Stored data entries
========================================================================
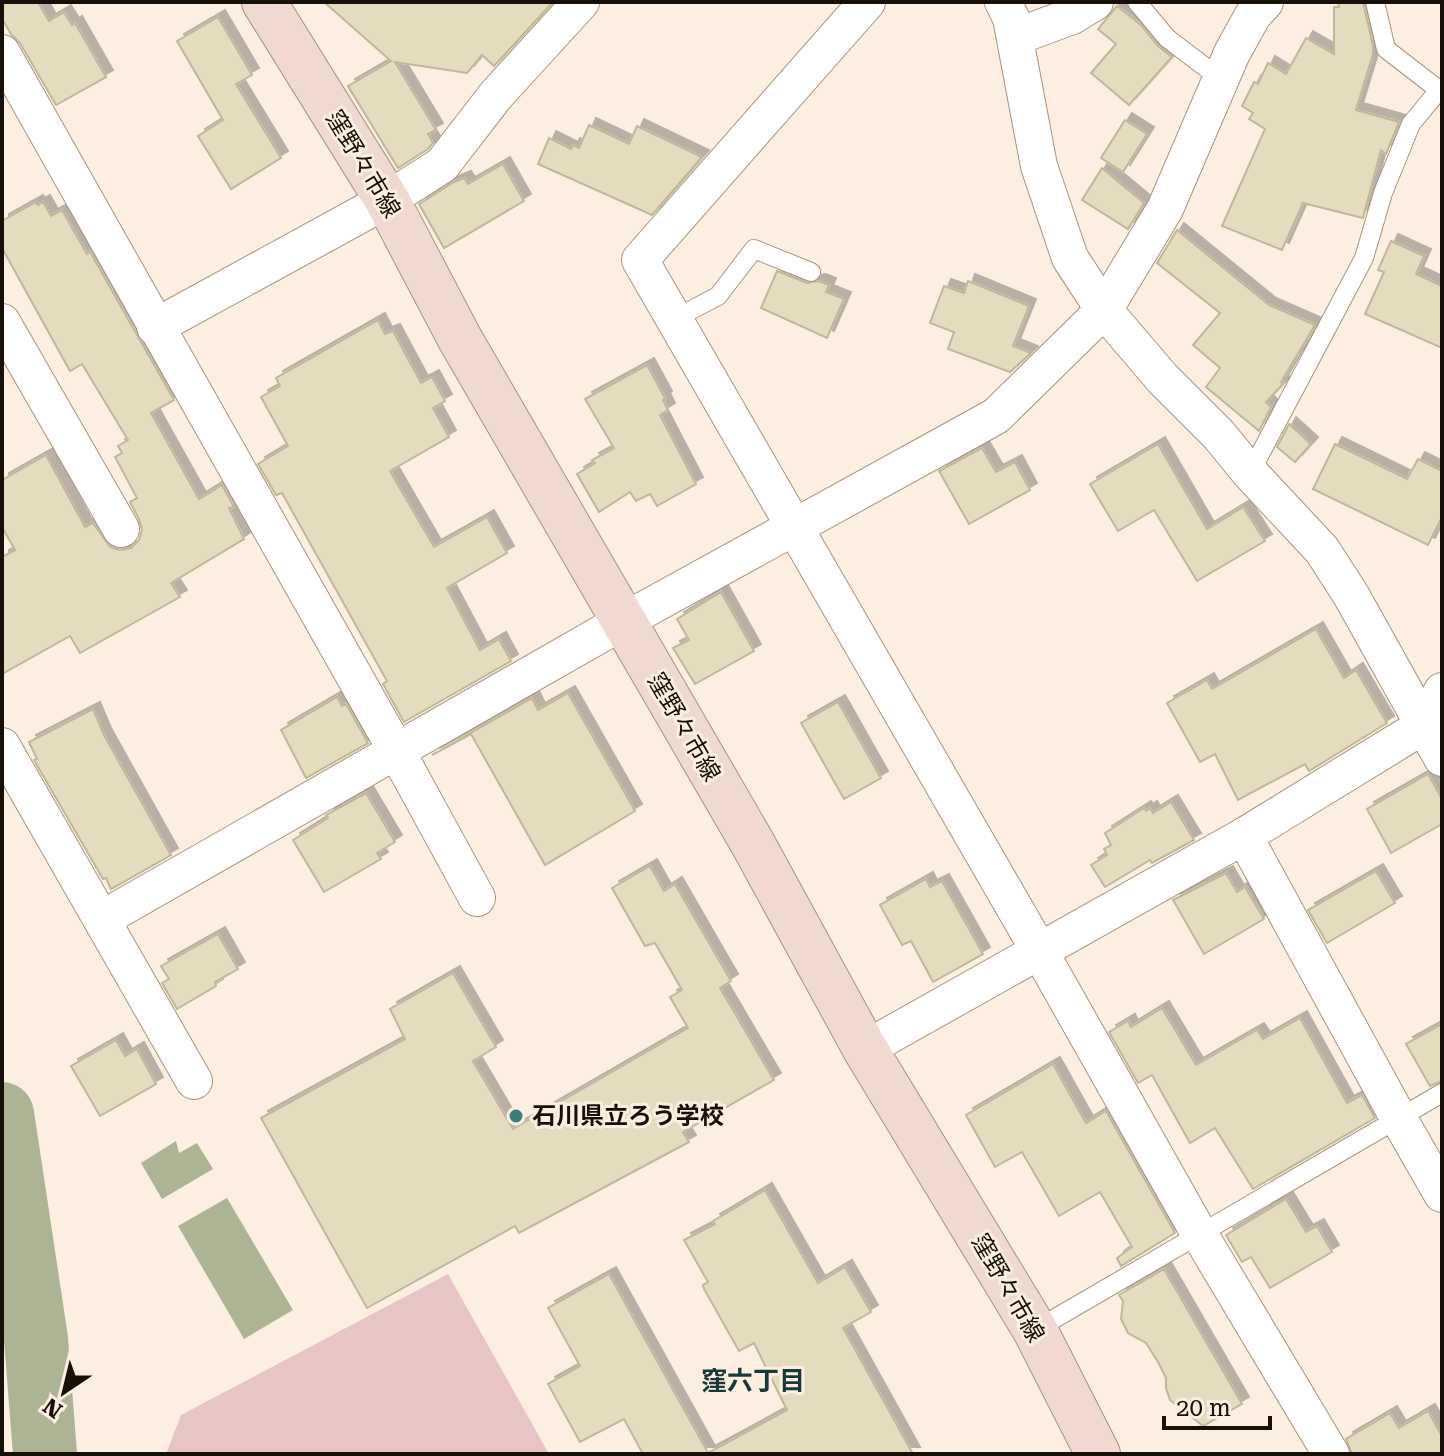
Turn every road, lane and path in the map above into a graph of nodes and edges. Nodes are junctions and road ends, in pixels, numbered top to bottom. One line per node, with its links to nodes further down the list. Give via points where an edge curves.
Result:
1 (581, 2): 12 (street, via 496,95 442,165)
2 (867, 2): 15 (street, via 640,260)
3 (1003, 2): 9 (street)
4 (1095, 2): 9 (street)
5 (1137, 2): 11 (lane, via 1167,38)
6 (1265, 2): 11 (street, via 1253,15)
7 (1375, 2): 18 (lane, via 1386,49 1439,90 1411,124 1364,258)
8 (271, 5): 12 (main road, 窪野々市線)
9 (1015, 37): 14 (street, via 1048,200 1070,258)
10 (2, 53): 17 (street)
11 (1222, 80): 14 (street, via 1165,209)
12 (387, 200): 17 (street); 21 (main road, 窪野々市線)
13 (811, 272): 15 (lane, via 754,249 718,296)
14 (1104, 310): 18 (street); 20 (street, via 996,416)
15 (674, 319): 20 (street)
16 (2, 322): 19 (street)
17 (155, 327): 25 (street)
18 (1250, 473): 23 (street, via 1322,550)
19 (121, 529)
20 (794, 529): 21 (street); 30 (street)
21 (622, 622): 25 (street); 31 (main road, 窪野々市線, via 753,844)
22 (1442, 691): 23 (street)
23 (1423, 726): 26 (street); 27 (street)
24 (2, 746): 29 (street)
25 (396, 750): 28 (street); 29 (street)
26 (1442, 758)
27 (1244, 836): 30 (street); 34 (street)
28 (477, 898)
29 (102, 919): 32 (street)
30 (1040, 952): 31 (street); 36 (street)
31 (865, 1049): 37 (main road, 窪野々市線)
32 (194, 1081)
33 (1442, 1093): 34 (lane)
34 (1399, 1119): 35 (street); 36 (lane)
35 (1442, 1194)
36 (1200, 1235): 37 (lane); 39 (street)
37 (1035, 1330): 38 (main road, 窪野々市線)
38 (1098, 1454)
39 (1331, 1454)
========================================================================
WORK REQUIRED: Copy the entries exactly. Leave out the images.

RESULT OF THIS TASK:
Turn every road, lane and path in the map above into a graph of nodes and edges. Nodes are junctions and road ends, in pixels, numbered top to bottom. One line per node, with its links to nodes further down the list. Give via points where an edge curves.
Result:
1 (581, 2): 12 (street, via 496,95 442,165)
2 (867, 2): 15 (street, via 640,260)
3 (1003, 2): 9 (street)
4 (1095, 2): 9 (street)
5 (1137, 2): 11 (lane, via 1167,38)
6 (1265, 2): 11 (street, via 1253,15)
7 (1375, 2): 18 (lane, via 1386,49 1439,90 1411,124 1364,258)
8 (271, 5): 12 (main road, 窪野々市線)
9 (1015, 37): 14 (street, via 1048,200 1070,258)
10 (2, 53): 17 (street)
11 (1222, 80): 14 (street, via 1165,209)
12 (387, 200): 17 (street); 21 (main road, 窪野々市線)
13 (811, 272): 15 (lane, via 754,249 718,296)
14 (1104, 310): 18 (street); 20 (street, via 996,416)
15 (674, 319): 20 (street)
16 (2, 322): 19 (street)
17 (155, 327): 25 (street)
18 (1250, 473): 23 (street, via 1322,550)
19 (121, 529)
20 (794, 529): 21 (street); 30 (street)
21 (622, 622): 25 (street); 31 (main road, 窪野々市線, via 753,844)
22 (1442, 691): 23 (street)
23 (1423, 726): 26 (street); 27 (street)
24 (2, 746): 29 (street)
25 (396, 750): 28 (street); 29 (street)
26 (1442, 758)
27 (1244, 836): 30 (street); 34 (street)
28 (477, 898)
29 (102, 919): 32 (street)
30 (1040, 952): 31 (street); 36 (street)
31 (865, 1049): 37 (main road, 窪野々市線)
32 (194, 1081)
33 (1442, 1093): 34 (lane)
34 (1399, 1119): 35 (street); 36 (lane)
35 (1442, 1194)
36 (1200, 1235): 37 (lane); 39 (street)
37 (1035, 1330): 38 (main road, 窪野々市線)
38 (1098, 1454)
39 (1331, 1454)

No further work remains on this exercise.